ITC Colloquium - Bence Kocsis (Oxford) and Carme Gallart (IAC)


Thursday, November 12, 2020, 11:00am to 12:00pm


  1. Bence Kocsis (Oxford)  "On the AGN Origin of Gravitational Wave Sources observed by LIGO/VIRGO"

    With the detection of gravitational waves emitted during black hole and neutron star mergers, LIGO has recently opened the field of gravitational wave astrophysics. In this talk I will review the astrophysical processes that may be responsible for the formation of the observed events. The event rate distribution with mass, spins, eccentricity and redshift may be used to discriminate among different processes that lead to black hole mergers. I will show that the standard astrophysical merger channels are already in tension with LIGO/VIRGO observations. New ideas may be needed to explain the origin of the detected sources. I will discuss the possibility that black hole mergers happen in active galactic nuclei where the interaction with a gaseous disk helps to form binaries, and a combination of dynamical and gas effects facilitate the merger of the binaries.

  2. Carme Gallart (IAC) "The History of the Galactic disc and halo from Gaia DR2 HR diagram fitting"

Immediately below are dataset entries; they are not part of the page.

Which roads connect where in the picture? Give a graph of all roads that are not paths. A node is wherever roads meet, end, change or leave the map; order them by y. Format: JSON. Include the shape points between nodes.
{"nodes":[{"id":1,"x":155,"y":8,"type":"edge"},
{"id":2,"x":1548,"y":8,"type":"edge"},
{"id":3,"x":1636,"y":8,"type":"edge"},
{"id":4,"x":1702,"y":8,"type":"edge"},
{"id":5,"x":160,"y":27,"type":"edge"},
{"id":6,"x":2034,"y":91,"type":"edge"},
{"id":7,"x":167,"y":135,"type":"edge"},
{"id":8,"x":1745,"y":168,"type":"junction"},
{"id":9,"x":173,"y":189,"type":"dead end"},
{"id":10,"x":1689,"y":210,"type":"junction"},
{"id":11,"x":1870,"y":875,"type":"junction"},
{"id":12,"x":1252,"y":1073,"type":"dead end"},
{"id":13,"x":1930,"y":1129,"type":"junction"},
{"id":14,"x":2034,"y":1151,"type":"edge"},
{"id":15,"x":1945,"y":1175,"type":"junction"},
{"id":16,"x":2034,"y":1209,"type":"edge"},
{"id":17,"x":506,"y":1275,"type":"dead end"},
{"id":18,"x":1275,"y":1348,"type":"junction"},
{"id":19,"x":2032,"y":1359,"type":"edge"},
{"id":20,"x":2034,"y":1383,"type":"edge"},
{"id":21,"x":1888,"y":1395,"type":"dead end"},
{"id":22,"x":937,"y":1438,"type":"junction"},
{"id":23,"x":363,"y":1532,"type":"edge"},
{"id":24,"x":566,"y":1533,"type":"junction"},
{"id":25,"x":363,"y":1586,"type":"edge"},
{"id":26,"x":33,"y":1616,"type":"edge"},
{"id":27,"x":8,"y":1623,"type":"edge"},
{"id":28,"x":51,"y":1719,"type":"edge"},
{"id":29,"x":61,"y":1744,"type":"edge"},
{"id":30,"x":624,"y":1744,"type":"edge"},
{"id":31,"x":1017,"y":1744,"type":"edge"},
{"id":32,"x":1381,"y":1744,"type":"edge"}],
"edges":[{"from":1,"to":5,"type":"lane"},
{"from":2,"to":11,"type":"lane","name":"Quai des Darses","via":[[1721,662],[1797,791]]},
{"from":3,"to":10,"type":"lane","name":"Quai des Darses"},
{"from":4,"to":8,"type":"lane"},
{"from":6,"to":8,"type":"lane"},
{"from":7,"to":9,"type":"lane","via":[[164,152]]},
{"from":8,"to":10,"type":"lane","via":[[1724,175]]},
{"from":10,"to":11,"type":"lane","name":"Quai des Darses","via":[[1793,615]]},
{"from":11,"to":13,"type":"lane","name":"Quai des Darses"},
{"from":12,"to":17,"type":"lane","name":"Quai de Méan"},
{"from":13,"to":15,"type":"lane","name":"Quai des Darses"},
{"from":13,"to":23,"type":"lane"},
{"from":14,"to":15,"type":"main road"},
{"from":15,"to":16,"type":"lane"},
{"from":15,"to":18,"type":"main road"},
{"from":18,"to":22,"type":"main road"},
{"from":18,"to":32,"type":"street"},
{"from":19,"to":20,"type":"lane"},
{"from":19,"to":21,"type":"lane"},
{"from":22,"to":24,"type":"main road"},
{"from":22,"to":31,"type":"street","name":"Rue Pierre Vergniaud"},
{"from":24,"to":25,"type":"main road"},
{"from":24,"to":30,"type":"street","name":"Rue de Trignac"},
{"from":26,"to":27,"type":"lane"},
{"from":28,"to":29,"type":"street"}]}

    Abstract: Gaia has provided distances and photometry, and thus colour-magnitude diagrams in the absolute plane, for stars over an unprecedented vast volume in the Milky Way, encompassing significant fractions of the thin and thick disk, and halo. This has allowed us, for the first time, to derive unprecedentedly detailed star formation histories from direct modelling of these colour-magnitude diagrams, using the same techniques that have been proven successful for external galaxies in the Local Group. I will discuss our first results for a volume of 2 Kpc radius from the Sun. They have allowed us to date the first events involved in the formation of the inner Milky Way halo (Gallart et al. 2019, NatAstro) and to determine the presence of epochs of enhanced star formation well constrained in time, that can be associated to the various pericentric passages of the Sagittarius dwarf galaxy (Ruiz-Lara et al. 2020, NatAstro). Additionally, we have obtained results of unprecedented clarity regarding the vertical distribution of ages en the Milky Way disk (Gallart et al. 2020, in prep).